Michael Marks was born in Slonim, Russia in 1859. As a young man Marks emigrated to England. Without a trade and unable to speak the English language, Marks moved to Leeds where there was a company called Barran that was known to employ Jewish refuges.
In 1884 Marks met Isaac Dewhurst, the owner of a warehouse in Leeds. The two men arranged a deal where Marks agreed to buy good from Dewhurst and to sell them in the numerous villages around Leeds. The venture was a success and Marks soon raised enough money to establish a stall in Leeds' open market. He also sold goods at Castleford and Wakefield markets.

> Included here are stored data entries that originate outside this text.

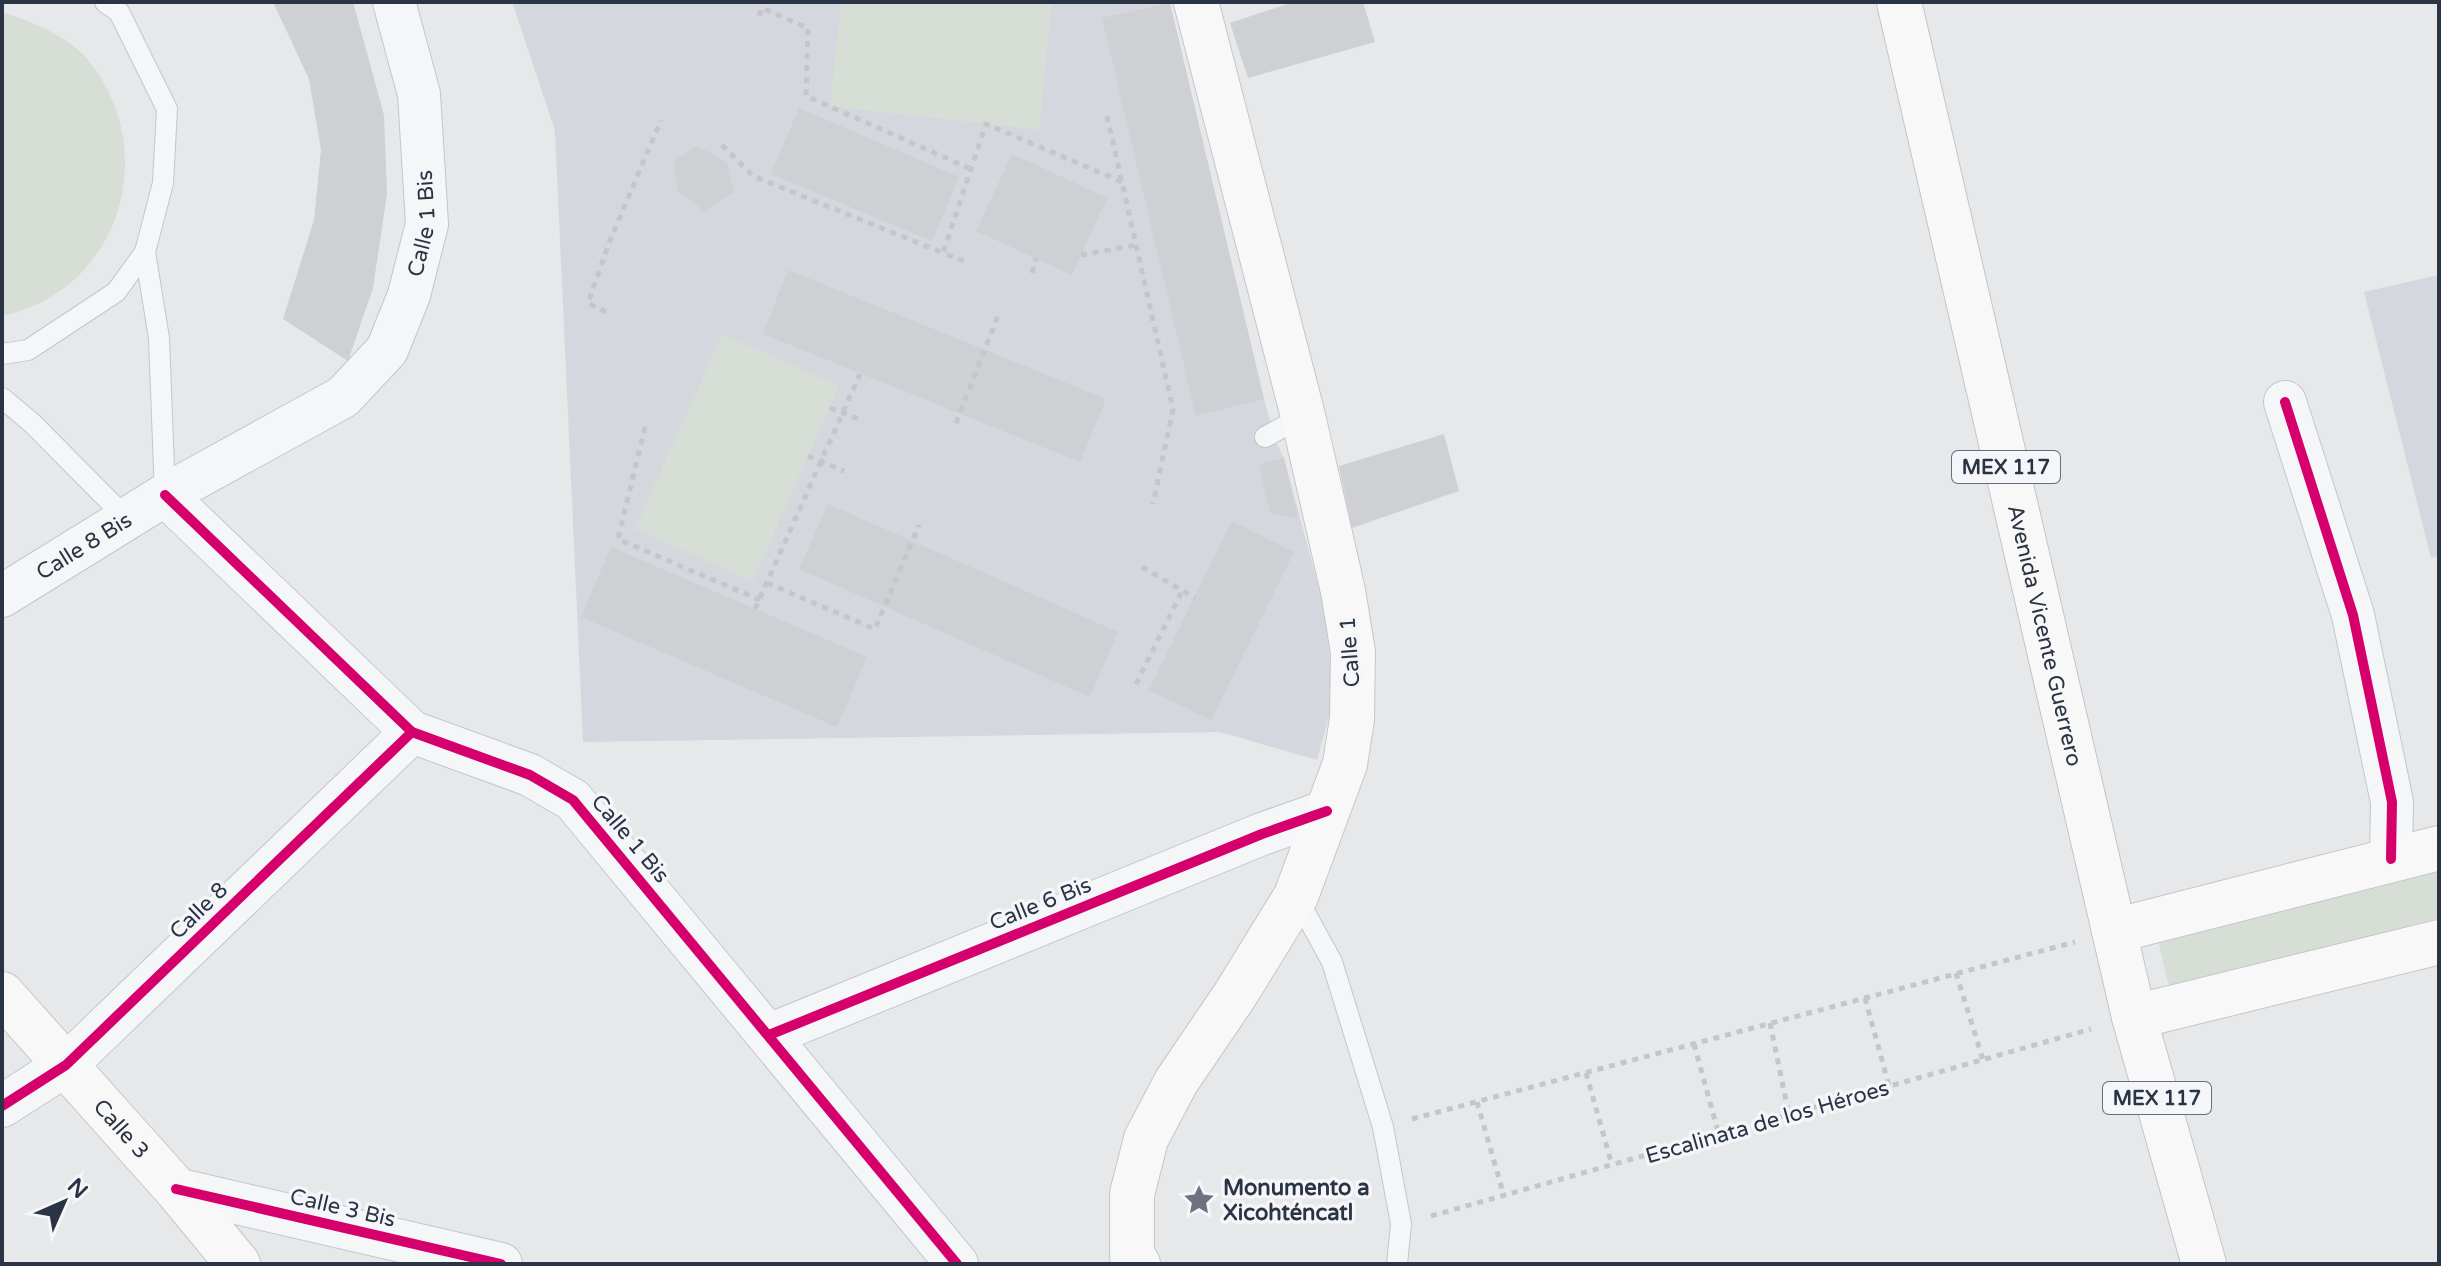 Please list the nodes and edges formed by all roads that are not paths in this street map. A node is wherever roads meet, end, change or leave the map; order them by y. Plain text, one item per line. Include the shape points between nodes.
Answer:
1 (105, 2) edge
2 (394, 2) edge
3 (1196, 2) edge
4 (1899, 2) edge
5 (145, 252) junction
6 (2, 354) edge
7 (2, 398) edge
8 (2285, 402) dead end
9 (1303, 416) junction
10 (1265, 437) dead end
11 (165, 495) junction
12 (126, 518) junction
13 (2, 596) edge
14 (412, 732) junction
15 (1327, 811) junction
16 (2439, 848) edge
17 (2391, 859) junction
18 (1296, 896) junction
19 (2114, 931) junction
20 (2439, 942) edge
21 (2, 994) edge
22 (2134, 1017) junction
23 (769, 1035) junction
24 (66, 1065) junction
25 (2, 1106) edge
26 (176, 1189) junction
27 (1132, 1261) edge
28 (238, 1264) edge
29 (501, 1264) edge
30 (957, 1264) edge
31 (1397, 1264) edge
32 (2204, 1264) edge

1 - 5 lane via 119,12 167,109 163,183
2 - 11 street, Calle 1 Bis via 419,94 427,224 409,295 387,350 343,397
3 - 9 main road, Calle 1
4 - 19 main road, Avenida Vicente Guerrero / MEX 117
5 - 6 lane via 116,292 28,350
5 - 11 lane via 159,338
7 - 12 lane
8 - 17 street via 2353,615 2392,802
9 - 10 lane
9 - 15 main road, Calle 1 via 1353,652 1345,764
11 - 12 street, Calle 8 Bis
11 - 14 street, Calle 1 Bis
12 - 13 street, Calle 8 Bis
14 - 23 street, Calle 1 Bis via 530,775 573,800
14 - 24 street, Calle 8
15 - 18 main road, Calle 1
15 - 23 street, Calle 6 Bis
16 - 17 main road
17 - 19 main road
18 - 27 main road, Calle 1 via 1176,1082 1146,1139 1132,1194
18 - 31 lane via 1332,962 1383,1127 1401,1224
19 - 22 main road, Avenida Vicente Guerrero / MEX 117
20 - 22 main road
21 - 24 main road, Calle 3
22 - 32 main road, Avenida Vicente Guerrero / MEX 117
23 - 30 street, Calle 1 Bis
24 - 25 street, Calle 8
24 - 26 main road, Calle 3
26 - 28 main road, Calle 3
26 - 29 street, Calle 3 Bis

Marks also decided to rent an area at the new covered market in Leeds that traded six days a week. On one of his stalls Marks sold goods that only cost one penny. Next to the stall was a big poster with the words: Don't Ask the Price, It's a Penny. Over the next few years Mark's opened similar penny stalls in covered market halls all over Yorkshire and Lancashire.
In 1894 Marks decided he needed a partner to help him expand the business. He approached Isaac Dewhurst who decided against the offer but suggested that his cashier, Tom Spencer, might be interested. Spencer had been watching the career of Michael Marks for sometime and considered the £300 required for a half-share in his business to be a good investment.
It was agreed that Spencer would manage the office and warehouse whereas Marks would continue to run the market stalls. Spencer, who had developed some important contacts while working for Isaac Dewhurst, was able to get the best prices for goods by dealing directly with the manufactures. With the help of Tom Spencer Marks was able to open stores in Manchester, Birmingham, Liverpool, Middlesbrough, Sheffield, Bristol, Hull, Sunderland and Cardiff.
In 1897 Marks & Spencer built a new warehouse in Manchester. This now became the centre of their business empire that now included thirty-six branches. New stores had been built in Bradford, Leicester, Northampton, Preston, and Swansea. London had seven branches including those at Brixton, Kilburn, Islington and Tottenham.
In 1903 Marks & Spenser became a limited company. Spencer's £300 investment was now worth £15,000. Tom Spencer retired later that year but Michael Marks continued to develop the business. 1906 was a record year for the company with several stores taking over £4,000 a year. This included Liverpool (£9,857), Brixton (£9,766), Leeds (£8,701), Manchester (£8,459), Bristol (£6,242), Newcastle (£5,482), Hull (£4,513) and Middlesbrough (£4,064). Michael Marks collapsed and died on 31st December, 1907.